The whole time I was in Japan there was only an issue with the train when there was a typhoon or an earthquake.
- Chris Ashmore - commuter
“Because the travel is a fair whack I try to work at home two or three days a week, so when I’m there I try to ensure interviews are doubled up on the same days so they’re not staggered,” Mr Ashmore said. “If the (Ballarat) train is a bit late it means I might miss the connection which means another 15-minute wait.
“I know even with my commute there’s two or three others who get off at the same stop as me on the Glen Waverley line so there is a lot of us who travel further.”
Mr Ashmore tries to do what work he can during his four hours of commuting, whether it be responding to emails or organising interviews. Like many Ballarat commuters, he is eagerly awaiting the introduction of a host of new base stations along the line to improve mobile signal which currently falls in and out along the journey. He said the most obvious difference between his current commute and his experiences in Japan was the service’s reliability.

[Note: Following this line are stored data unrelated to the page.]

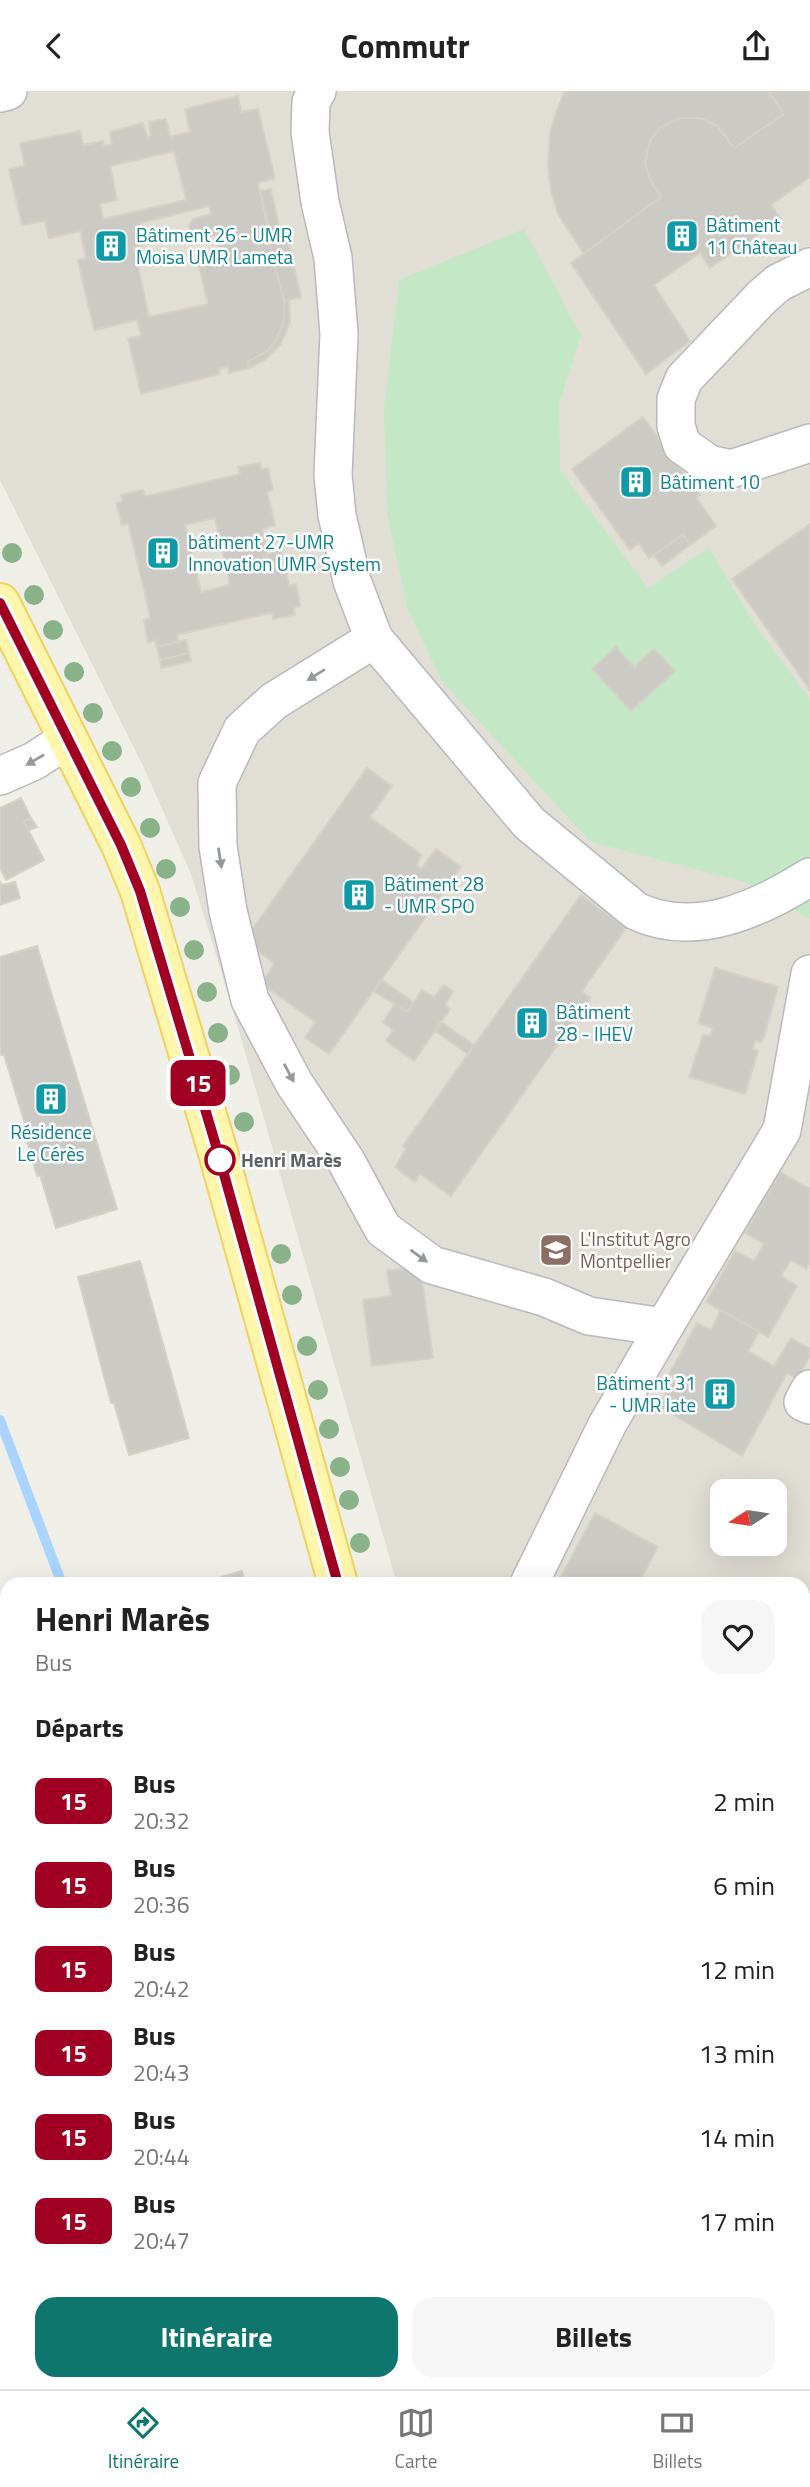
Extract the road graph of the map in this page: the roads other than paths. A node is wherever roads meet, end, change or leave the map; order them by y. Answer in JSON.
{"nodes":[{"id":1,"x":8,"y":91,"type":"edge"},
{"id":2,"x":317,"y":91,"type":"edge"},
{"id":3,"x":0,"y":93,"type":"edge"},
{"id":4,"x":810,"y":267,"type":"edge"},
{"id":5,"x":810,"y":443,"type":"edge"},
{"id":6,"x":0,"y":603,"type":"edge"},
{"id":7,"x":374,"y":639,"type":"junction"},
{"id":8,"x":68,"y":739,"type":"junction"},
{"id":9,"x":0,"y":776,"type":"edge"},
{"id":10,"x":810,"y":884,"type":"edge"},
{"id":11,"x":810,"y":974,"type":"edge"},
{"id":12,"x":796,"y":1136,"type":"edge"},
{"id":13,"x":664,"y":1327,"type":"junction"},
{"id":14,"x":810,"y":1389,"type":"edge"},
{"id":15,"x":810,"y":1405,"type":"edge"},
{"id":16,"x":336,"y":1577,"type":"edge"},
{"id":17,"x":532,"y":1577,"type":"edge"}],
"edges":[{"from":1,"to":3,"type":"street"},
{"from":2,"to":7,"type":"street"},
{"from":4,"to":5,"type":"street"},
{"from":6,"to":8,"type":"main road"},
{"from":7,"to":10,"type":"street"},
{"from":7,"to":13,"type":"street","one_way":true},
{"from":8,"to":9,"type":"street","one_way":true},
{"from":8,"to":16,"type":"main road"},
{"from":11,"to":12,"type":"street"},
{"from":12,"to":13,"type":"street"},
{"from":13,"to":17,"type":"street"},
{"from":14,"to":15,"type":"street"}]}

“The difference in public transport is another planet in terms of things running on time. There’s never an issue with the train there,” Mr Ashmore said. “The whole time I was in Japan there was only an issue with the train when there was a typhoon or an earthquake.
“It’s amazing how rarely trains arrive on the scheduled time here, where it’s the opposite in Japan.” With V/Line failing to meet its punctuality target on the Ballarat line since October 2016, the commuter frustration is evident.
Committee calls for double track by 2030
Improving Ballarat’s train service was at the top of the priority list earlier this week when Committee for Ballarat members joined other representatives from the city in lobbying the state parliament.
While front and centre of the lobbying effort was the request for a sub-hour express service from Ballarat to Southern Cross by 2019, costings supplied by Committee for Ballarat show full duplication from Melton through to Ballarat Station could be achieved for less than $800 million.
Committee for Ballarat connectivity team chairman Nick Beale said while the immediate major investment priority was electrification from Sunshine to Melton and quadruplication between Melton and Sunshine.
Committee for Ballarat costings estimate all three tasks could be completed for less than $3 billion.
While the state government’s $518 million project is being carried out further down the line, neither the government, opposition or federal government have made any further commitments despite Melton electrification being highlighted by Infrastructure Victoria and Australia as a priority project.
Earlier this year Premier Daniel Andrews alluded to future investment, saying the existing $518 million upgrade was “paving the way” for electrification.
“I think it’s really important the investment commitments come now and I think the Sunshine to Melton electrification is the first one from a government point of view,” Mr Beale said. “However electrification is all about the western suburbs and it’s a metro issue not a V/Line one, so the real thing for me of the $760 million full duplication and the quadruplication between Melton and Sunshine.